The Patient Safety Full Court Press Team met December 13 to take a virtual tour of a hospital command center. Increasingly popular, command centers deploy existing technology to track the movement of patients and ensure the rational use of equipment, supplies, and personnel. But the very technology that permits these efficiencies could also, potentially, increase effectiveness, safety and quality of care. The new Healthcare Safety and Autonomous Technology Initiative, through a Jewish Healthcare Foundation grant to the Pittsburgh Regional Health Initiative, aims to encourage, among other activities, the configuring of command centers for research and experimentation in autonomous patient safety.

Jodie Cremeans, RN, executive director of the Operations Command Center at Kettering Health (KH) and Nicholas Squillace, MPH, RN director of the Operations Command Center at KH provided a virtual tour of their command center and how it is used to address COVID-19. The KH Command Center was fully functional pre-COVID, and its use was expanded in an emergency capacity during the pandemic, to connect various departments of the health system. The KH Operations Command Center helps manage admissions and transfers, availability of staff, bed status, patient census analytics, and EMR data. It displays video feeds of helipads and emergency entrances and has a capability for weather and news feeds. The KH Operations Command Center can also monitor capacity across facilities, and even in other health systems in the region, to anticipate high demand areas and begin early intervention.

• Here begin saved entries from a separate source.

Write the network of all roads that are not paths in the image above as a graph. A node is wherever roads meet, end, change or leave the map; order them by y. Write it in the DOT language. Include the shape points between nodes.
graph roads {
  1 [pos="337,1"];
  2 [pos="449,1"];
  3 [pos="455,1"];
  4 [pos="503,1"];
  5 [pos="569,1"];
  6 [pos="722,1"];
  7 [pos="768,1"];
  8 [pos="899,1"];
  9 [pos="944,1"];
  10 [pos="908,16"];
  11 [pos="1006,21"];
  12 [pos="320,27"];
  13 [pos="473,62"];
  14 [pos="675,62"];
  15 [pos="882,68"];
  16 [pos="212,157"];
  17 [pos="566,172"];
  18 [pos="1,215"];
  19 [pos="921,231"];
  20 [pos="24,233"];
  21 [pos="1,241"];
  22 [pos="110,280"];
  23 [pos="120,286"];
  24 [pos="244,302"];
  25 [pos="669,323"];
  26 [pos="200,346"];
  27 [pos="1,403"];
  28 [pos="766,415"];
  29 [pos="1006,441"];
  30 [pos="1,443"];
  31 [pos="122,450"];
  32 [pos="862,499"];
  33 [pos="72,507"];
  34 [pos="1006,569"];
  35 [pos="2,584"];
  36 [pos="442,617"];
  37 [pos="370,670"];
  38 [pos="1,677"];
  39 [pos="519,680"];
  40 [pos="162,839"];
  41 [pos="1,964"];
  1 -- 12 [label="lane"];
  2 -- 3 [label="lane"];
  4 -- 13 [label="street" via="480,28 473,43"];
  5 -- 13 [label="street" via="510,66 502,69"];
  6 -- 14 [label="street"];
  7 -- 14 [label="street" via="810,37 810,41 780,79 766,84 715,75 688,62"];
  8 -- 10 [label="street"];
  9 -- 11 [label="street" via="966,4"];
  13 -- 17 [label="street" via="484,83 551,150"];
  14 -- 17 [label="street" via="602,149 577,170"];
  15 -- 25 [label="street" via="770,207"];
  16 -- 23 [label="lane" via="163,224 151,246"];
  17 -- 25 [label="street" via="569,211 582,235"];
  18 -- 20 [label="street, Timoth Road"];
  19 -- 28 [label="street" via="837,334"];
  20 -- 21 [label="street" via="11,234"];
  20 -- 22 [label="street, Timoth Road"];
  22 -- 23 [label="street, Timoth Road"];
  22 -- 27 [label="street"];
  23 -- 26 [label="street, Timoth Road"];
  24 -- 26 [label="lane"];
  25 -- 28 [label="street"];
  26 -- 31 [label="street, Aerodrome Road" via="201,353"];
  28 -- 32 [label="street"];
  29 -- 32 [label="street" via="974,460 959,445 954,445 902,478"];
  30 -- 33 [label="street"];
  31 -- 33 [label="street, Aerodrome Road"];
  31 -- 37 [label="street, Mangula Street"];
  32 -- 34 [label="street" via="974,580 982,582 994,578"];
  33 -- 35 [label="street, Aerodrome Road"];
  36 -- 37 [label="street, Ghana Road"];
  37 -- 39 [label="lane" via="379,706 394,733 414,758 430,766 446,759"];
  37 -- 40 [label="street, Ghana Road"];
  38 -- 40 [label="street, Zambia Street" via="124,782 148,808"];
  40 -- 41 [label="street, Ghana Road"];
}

Cremeans and Squillace were joined by Christopher Johnson, MBA, president and co-CEO of TeleTracking, for a Q&A and discussion with the Patient Safety Full Court Press Team to explore the potential of command centers to advance safety. The group discussed detailed aspects of command center design and operations, and how such centers—with full access to the electronic health record—could deploy existing technology for new purposes such as safety.

In 2022, the Patient Safety Full Court Press Team will hold further meetings to continue their role as a think tank for both the National Patient Safety Board effort and for local Healthcare Safety and Autonomous Technology research and demonstration.